The algorithm will evolve a population of solutions, aiming to maximize profit while satisfying the resource constraints.

After $40$ generations, it will print the best solution and its profit.

Output

Best individual: [20.009397203717523, 9.980617162752154]
Best fitness (profit): 799.8942593665688

The output shows the best solution found by the genetic algorithm for the resource allocation problem.

Interpretation:

  • Best individual: [20.009397203717523, 9.980617162752154]

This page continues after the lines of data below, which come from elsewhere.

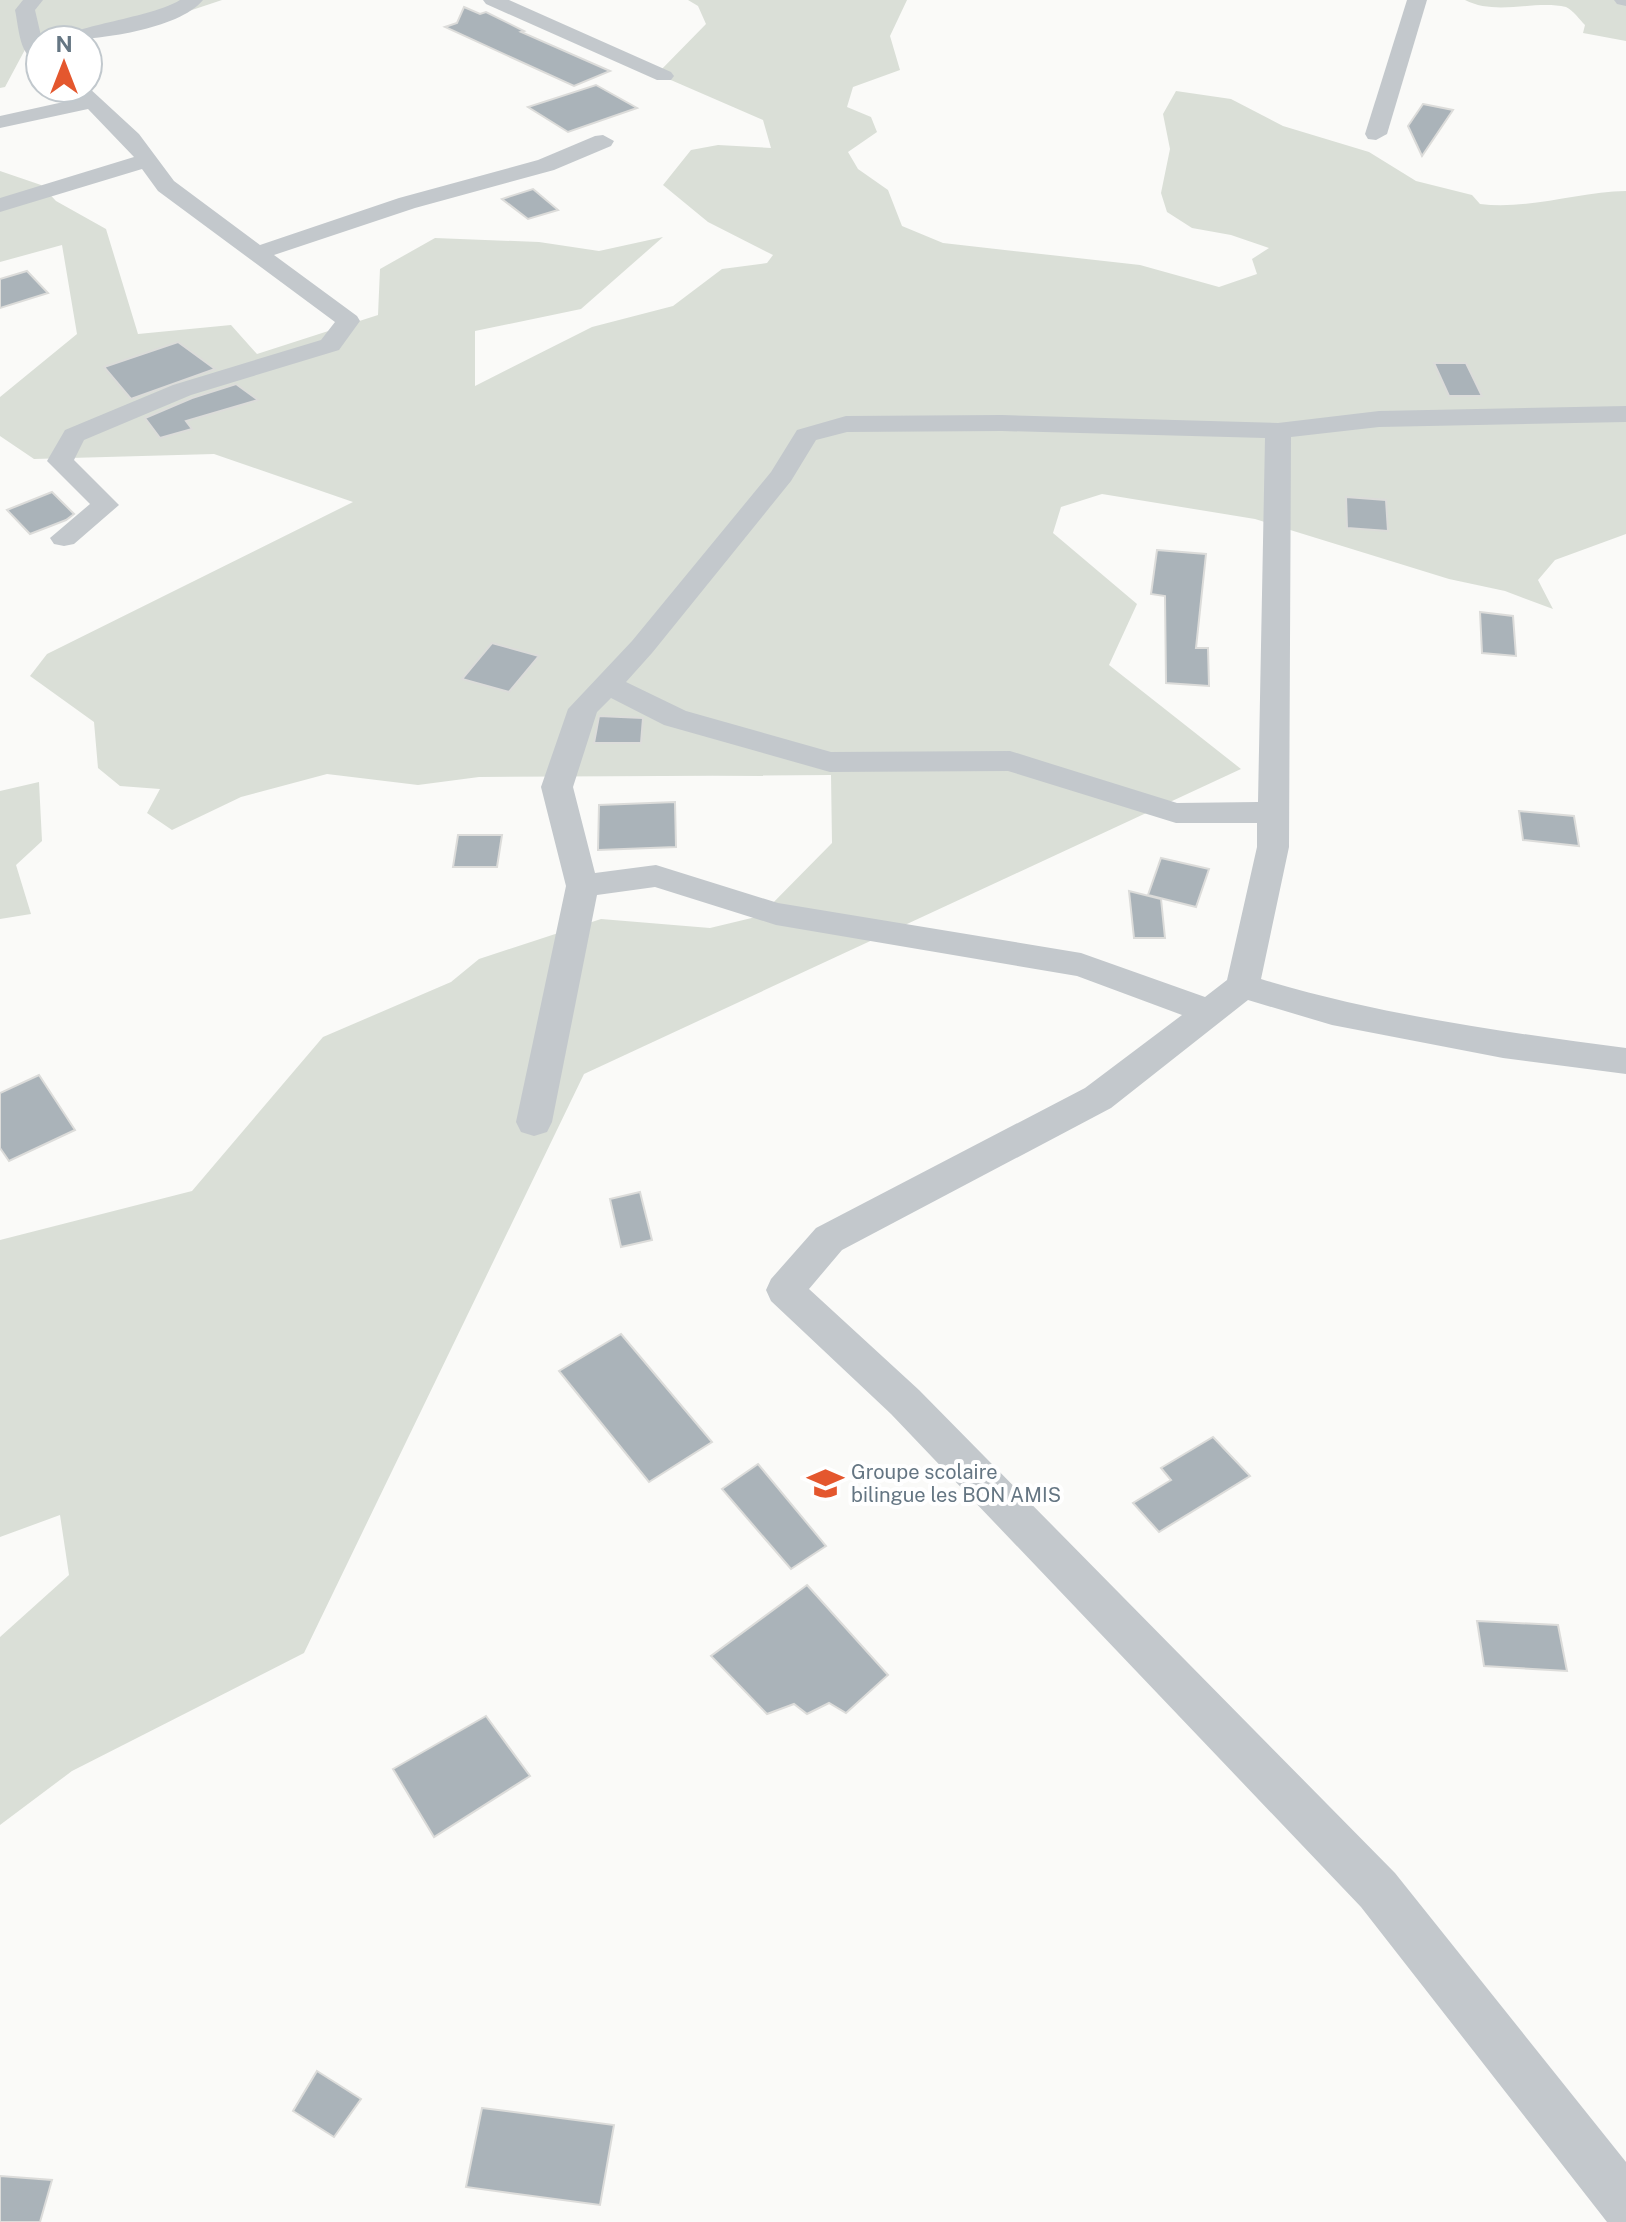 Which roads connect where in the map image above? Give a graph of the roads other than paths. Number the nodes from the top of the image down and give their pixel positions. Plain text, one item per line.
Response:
1 (33, 0) edge
2 (193, 0) edge
3 (493, 0) edge
4 (1417, 0) edge
5 (29, 24) edge
6 (104, 30) edge
7 (664, 76) dead end
8 (57, 104) edge
9 (94, 104) edge
10 (0, 122) edge
11 (1376, 134) dead end
12 (603, 141) dead end
13 (147, 160) junction
14 (0, 205) edge
15 (258, 253) junction
16 (1626, 414) edge
17 (1278, 431) junction
18 (64, 538) dead end
19 (607, 684) junction
20 (1274, 812) junction
21 (582, 886) junction
22 (1243, 986) junction
23 (1211, 1012) junction
24 (1626, 1061) edge
25 (534, 1122) dead end
26 (1626, 2204) edge

1 - 5 street
2 - 6 street
3 - 7 street
4 - 11 street
8 - 10 street
9 - 13 street
12 - 15 street
13 - 14 street
13 - 15 street
15 - 18 street
16 - 17 street
17 - 19 street
17 - 20 street
19 - 20 street
19 - 21 street
20 - 22 street
21 - 23 street
21 - 25 street
22 - 23 street
22 - 24 street
23 - 26 street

    • This means the algorithm suggests producing approximately 20 units of Product A and about 10 units of Product B to maximize profit.
    • Although these values are not strictly integers (due to mutation and crossover processes), in practical terms, you would round them to whole numbers, meaning 20 units of Product A and 10 units of Product B.
  • Best fitness (profit): 799.8942593665688

    • This represents the maximum profit calculated by the fitness function based on the production of $20$ units of Product $A$ and $10$ units of Product $B$.
    • The profit is approximately $799.89, which is close to the theoretical maximum achievable under the resource constraints.

Why are the values non-integer?

In this genetic algorithm, mutation and crossover operations sometimes produce non-integer values for the number of products (due to floating-point arithmetic).

However, in real-world production, you would round these values to integers.

Recalculating Profit:

If you round the solution to integer values:

  • Produce $20$ units of Product $A$.
  • Produce $10$ units of Product $B$.

The profit would be:

$$
\text{Profit} = 30 \times 20 + 20 \times 10 = 600 + 200 = 800
$$

Thus, rounding gives us an optimal profit of $800, which aligns with the output found by the algorithm.